A powerful material discovery tool is invented by combining SSW global optimization with neural network computing, which identifies unprecedented TiO ₂ phases.

Abstract

While the underlying potential energy surface (PES) determines the structure and other properties of a material, it has been frustrating to predict new materials from theory even with the advent of supercomputing facilities. The accuracy of the PES and the efficiency of PES sampling are two major bottlenecks, not least because of the great complexity of the material PES. This work introduces a “Global-to-Global” approach for material discovery by combining for the first time a global optimization method with neural network (NN) techniques. The novel global optimization method, named the stochastic surface walking (SSW) method, is carried out massively in parallel for generating a global training data set, the fitting of which by the atom-centered NN produces a multi-dimensional global PES; the subsequent SSW exploration of large systems with the analytical NN PES can provide key information on the thermodynamics and kinetics stability of unknown phases identified from global PESs.

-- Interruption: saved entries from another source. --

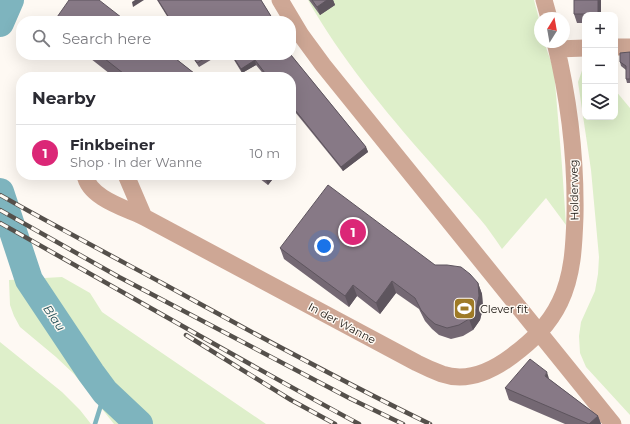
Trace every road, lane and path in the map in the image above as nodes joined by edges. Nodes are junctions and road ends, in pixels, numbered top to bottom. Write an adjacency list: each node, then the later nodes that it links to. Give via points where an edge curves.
1 (280, 0): 4 (street)
2 (544, 0): 3 (street)
3 (547, 12)
4 (290, 16)
5 (296, 27): 14 (street, via 323,65)
6 (630, 46): 8 (street)
7 (570, 47): 10 (street)
8 (618, 47)
9 (556, 48): 14 (street, Holderweg, via 571,124 575,199 573,252 567,284 560,303)
10 (582, 48)
11 (86, 180): 13 (street, In der Wanne, via 88,186 97,194)
12 (128, 180): 13 (street)
13 (144, 217): 14 (street, In der Wanne, via 442,374 468,377 486,372 501,364)
14 (540, 332): 15 (street)
15 (613, 424)

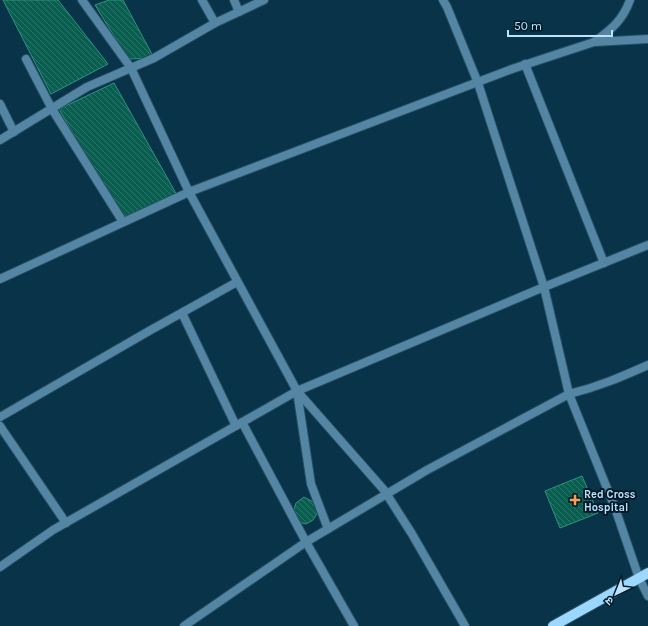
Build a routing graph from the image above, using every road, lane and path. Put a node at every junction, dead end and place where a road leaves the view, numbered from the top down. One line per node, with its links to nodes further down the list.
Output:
1 (82, 0): 13 (street)
2 (202, 0): 8 (street)
3 (234, 0): 7 (street)
4 (264, 0): 7 (street)
5 (442, 0): 14 (street)
6 (630, 0): 10 (street)
7 (239, 12): 8 (street)
8 (215, 23): 13 (street)
9 (648, 39): 10 (street)
10 (594, 42): 12 (street)
11 (26, 59): 16 (street)
12 (525, 64): 14 (street); 22 (street)
13 (131, 68): 16 (street); 19 (street)
14 (478, 83): 19 (street); 25 (street)
15 (0, 104): 17 (street)
16 (52, 109): 17 (street); 20 (street)
17 (14, 132): 18 (street)
18 (0, 140)
19 (189, 192): 20 (street); 24 (street)
20 (123, 222): 23 (street)
21 (648, 245): 22 (street)
22 (604, 263): 25 (street)
23 (0, 279)
24 (238, 282): 26 (street); 28 (street)
25 (544, 287): 28 (street); 29 (street)
26 (182, 313): 30 (street); 31 (street)
27 (648, 365): 29 (street)
28 (296, 391): 31 (street); 33 (street); 35 (street)
29 (569, 394): 33 (street); 38 (street)
30 (0, 417)
31 (239, 424): 34 (street); 36 (street)
32 (0, 426): 34 (street)
33 (386, 494): 35 (street); 42 (street)
34 (66, 522): 37 (street)
35 (328, 529): 36 (street)
36 (306, 542): 40 (street); 41 (street)
37 (0, 567)
38 (644, 576): 39 (street); 43 (main road)
39 (648, 596)
40 (184, 626)
41 (354, 626)
42 (465, 626)
43 (553, 626)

We describe in detail the current implementation of the SSW-NN method with particular focuses on the size of the global data set and the simultaneous energy/force/stress NN training procedure. An important functional material, TiO ₂, is utilized as an example to demonstrate the automated global data set generation, the improved NN training procedure and the application in material discovery. Two new TiO ₂ porous crystal structures are identified, which have similar thermodynamics stability to the common TiO ₂ rutile phase and the kinetics stability for one of them is further proved from SSW pathway sampling. As a general tool for material simulation, the SSW-NN method provides an efficient and predictive platform for large-scale computational material screening.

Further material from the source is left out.